Dados recentes mostram como iniciativas deste tipo ainda são importantes para diminuir a desigualdade no mercado de trabalho. A taxa de desemprego caiu em 22 estados no 2º trimestre, ficando em 9,3%, segundo a Pnad Contínua (Pesquisa Nacional por Amostra de Domicílios Contínua) Trimestral, de acordo com o IBGE (Instituto Brasileiro de Geografia e Estatística).

No entanto, entre mulheres e negros (pretos e pardos), a taxa é bem mais alta do que entre homens e brancos. De acordo com o instituto, o percentual de desemprego entre brancos é 7,3%, já para pretos é de 11,3% e está estipulado em 10,8% para pardos.

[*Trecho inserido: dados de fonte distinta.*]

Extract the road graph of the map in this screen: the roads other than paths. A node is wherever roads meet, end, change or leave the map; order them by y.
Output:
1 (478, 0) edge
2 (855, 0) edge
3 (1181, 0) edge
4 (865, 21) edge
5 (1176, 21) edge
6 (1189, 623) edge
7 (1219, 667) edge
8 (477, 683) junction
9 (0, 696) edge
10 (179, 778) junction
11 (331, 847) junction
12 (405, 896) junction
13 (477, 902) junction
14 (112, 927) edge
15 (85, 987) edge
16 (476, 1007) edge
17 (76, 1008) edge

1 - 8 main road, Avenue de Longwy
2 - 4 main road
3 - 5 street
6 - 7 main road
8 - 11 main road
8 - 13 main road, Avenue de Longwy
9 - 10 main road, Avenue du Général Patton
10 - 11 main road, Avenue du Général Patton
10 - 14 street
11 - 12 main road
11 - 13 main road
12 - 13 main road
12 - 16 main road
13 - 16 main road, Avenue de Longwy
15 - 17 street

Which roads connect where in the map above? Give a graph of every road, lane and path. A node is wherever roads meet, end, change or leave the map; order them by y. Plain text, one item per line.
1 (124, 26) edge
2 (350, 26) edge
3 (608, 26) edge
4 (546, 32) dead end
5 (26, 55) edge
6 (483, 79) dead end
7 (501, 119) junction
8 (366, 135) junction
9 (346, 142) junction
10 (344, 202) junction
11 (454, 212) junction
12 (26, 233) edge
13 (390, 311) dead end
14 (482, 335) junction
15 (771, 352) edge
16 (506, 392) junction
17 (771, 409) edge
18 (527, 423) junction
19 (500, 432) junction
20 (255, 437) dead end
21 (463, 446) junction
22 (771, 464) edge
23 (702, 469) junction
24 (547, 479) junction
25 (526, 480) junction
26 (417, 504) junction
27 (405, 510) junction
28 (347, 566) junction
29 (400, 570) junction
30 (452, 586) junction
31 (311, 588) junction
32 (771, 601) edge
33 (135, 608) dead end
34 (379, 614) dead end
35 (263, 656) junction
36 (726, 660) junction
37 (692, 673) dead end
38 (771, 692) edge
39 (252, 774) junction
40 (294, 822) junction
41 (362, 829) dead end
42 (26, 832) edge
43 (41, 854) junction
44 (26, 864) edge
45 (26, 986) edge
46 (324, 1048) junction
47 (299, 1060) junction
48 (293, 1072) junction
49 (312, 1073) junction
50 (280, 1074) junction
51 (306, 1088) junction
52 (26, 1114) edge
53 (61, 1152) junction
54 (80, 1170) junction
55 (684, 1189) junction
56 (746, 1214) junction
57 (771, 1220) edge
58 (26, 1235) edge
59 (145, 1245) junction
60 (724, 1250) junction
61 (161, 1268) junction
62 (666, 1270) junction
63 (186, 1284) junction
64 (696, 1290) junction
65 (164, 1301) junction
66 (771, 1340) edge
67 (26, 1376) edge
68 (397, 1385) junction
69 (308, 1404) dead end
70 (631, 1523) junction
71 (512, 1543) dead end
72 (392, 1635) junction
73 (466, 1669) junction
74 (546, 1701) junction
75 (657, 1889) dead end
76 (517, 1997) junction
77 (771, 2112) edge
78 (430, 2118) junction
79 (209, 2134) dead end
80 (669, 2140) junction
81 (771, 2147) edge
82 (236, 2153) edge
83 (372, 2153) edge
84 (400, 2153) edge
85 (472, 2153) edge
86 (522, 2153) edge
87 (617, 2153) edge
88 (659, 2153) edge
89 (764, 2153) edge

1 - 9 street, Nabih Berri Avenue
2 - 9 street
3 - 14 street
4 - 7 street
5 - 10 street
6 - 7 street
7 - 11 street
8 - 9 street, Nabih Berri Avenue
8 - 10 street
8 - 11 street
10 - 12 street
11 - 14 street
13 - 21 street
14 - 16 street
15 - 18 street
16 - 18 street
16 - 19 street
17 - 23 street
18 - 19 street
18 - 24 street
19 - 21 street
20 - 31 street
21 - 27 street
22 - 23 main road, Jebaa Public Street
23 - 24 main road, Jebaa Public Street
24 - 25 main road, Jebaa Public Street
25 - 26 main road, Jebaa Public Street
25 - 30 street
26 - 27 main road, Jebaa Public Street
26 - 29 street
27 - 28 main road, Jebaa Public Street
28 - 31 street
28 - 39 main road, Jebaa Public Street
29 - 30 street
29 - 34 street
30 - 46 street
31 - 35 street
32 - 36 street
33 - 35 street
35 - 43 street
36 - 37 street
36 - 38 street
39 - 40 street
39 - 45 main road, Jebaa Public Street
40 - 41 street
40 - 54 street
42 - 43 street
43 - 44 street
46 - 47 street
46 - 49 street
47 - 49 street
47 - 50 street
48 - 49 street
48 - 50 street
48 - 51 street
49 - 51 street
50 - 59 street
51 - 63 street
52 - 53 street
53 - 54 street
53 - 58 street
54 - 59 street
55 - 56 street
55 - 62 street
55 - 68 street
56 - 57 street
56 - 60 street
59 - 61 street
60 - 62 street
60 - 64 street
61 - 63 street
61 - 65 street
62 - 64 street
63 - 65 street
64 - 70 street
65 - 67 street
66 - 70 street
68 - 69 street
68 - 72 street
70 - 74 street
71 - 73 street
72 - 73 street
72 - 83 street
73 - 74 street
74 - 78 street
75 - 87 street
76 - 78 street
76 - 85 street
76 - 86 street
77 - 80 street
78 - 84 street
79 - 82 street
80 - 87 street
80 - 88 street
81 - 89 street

Uma pesquisa da Mindsight com a consultoria Indique, realizada em maio deste ano, mostra que a política de diversidade ganhou o apoio da população. De acordo com o estudo, 74,6% das pessoas são a favor de vagas exclusivas para pessoas negras. Contudo, o levantamento aponta que quase 60% das empresas não possuem um time com 50% dos funcionários negros.

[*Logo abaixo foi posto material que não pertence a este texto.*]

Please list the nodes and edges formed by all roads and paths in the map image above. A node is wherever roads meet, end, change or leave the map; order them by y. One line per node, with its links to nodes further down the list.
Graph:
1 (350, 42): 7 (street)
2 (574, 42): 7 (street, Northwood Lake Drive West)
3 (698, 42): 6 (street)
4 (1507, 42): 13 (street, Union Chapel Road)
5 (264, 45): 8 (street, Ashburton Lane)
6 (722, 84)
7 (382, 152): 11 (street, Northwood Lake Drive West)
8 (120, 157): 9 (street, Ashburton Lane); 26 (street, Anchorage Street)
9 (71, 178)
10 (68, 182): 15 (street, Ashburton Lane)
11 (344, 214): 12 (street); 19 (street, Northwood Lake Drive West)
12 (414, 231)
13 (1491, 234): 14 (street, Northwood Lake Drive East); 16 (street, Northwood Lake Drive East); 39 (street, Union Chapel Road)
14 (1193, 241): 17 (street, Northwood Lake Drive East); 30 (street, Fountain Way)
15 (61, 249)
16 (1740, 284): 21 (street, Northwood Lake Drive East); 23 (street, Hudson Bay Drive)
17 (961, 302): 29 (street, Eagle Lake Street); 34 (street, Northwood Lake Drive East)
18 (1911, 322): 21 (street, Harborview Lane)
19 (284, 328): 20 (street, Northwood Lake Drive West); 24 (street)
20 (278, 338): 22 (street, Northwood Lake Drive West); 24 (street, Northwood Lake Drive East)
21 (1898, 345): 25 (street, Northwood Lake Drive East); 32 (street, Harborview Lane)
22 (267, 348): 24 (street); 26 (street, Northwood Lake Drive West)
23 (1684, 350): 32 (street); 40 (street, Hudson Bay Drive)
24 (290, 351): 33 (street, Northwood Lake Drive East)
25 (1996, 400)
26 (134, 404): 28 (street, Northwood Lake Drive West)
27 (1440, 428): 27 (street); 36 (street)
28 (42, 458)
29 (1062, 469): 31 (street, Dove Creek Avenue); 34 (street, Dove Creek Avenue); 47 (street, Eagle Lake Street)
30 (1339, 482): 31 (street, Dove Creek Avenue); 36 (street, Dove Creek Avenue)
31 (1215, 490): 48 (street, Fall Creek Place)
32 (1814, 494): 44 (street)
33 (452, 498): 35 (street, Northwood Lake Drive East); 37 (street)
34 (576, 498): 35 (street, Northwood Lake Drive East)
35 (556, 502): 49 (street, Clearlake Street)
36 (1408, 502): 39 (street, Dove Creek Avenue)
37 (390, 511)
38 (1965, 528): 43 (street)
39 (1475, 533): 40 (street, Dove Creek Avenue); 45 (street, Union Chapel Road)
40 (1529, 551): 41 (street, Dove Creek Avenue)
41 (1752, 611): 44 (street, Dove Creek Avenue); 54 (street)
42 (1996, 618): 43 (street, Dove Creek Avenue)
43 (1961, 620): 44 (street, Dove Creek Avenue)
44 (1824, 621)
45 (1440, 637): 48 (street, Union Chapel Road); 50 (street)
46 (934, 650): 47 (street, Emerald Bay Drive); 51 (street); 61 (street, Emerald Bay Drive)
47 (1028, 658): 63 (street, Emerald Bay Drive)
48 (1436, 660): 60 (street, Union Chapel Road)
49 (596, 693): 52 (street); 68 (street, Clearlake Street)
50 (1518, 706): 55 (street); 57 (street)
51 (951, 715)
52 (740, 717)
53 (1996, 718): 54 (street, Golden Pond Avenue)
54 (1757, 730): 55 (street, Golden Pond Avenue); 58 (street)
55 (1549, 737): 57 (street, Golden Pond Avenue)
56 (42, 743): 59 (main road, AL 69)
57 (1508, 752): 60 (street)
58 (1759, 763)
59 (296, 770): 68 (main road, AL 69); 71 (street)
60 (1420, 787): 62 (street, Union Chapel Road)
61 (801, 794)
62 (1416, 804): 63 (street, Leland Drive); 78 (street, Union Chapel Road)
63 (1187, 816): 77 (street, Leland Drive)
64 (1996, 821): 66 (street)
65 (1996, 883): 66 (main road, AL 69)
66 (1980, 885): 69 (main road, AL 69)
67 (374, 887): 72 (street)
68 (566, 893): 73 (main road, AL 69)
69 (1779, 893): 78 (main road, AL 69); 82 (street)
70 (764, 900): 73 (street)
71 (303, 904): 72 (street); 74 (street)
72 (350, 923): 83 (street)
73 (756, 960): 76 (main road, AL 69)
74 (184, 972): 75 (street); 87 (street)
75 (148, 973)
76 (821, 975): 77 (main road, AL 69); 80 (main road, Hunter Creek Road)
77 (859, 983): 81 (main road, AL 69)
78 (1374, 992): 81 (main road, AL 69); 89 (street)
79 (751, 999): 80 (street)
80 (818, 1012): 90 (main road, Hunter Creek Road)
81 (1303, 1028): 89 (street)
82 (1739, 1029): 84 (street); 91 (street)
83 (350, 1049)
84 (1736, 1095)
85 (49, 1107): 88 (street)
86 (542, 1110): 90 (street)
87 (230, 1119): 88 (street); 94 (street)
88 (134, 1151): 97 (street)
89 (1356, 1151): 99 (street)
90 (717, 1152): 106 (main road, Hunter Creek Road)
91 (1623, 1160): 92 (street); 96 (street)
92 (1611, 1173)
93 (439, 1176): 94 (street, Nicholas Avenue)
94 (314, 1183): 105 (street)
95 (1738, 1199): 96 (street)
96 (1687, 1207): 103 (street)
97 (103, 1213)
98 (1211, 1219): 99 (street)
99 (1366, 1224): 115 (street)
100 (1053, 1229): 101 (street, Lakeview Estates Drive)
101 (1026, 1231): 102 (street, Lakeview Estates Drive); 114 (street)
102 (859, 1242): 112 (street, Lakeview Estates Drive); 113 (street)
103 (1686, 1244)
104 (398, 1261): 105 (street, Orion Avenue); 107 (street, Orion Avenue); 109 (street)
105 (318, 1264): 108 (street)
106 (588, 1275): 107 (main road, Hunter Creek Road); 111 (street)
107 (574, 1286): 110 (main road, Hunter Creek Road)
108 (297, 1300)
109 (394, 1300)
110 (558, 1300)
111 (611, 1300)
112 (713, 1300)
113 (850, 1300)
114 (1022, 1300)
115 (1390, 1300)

“Muita gente bacana vem nos procurar e estamos muito felizes em lançar esse programa. Iniciativas como essa acabam tendo um papel social fundamental”, comemora.

Como se cadastrar?

A plataforma pode ser acessada pelo site do "Não Inviabilize". O cadastro é gratuito e pode ser feito por pessoas físicas e empresas. Para além dos currículos recebidos na primeira seleção, o banco de vagas também vai receber novos currículos, aumentando ainda mais a possibilidade de inserção entre essa parcela da população e empresas interessadas em implementar políticas de diversidade e inclusão no ambiente de trabalho.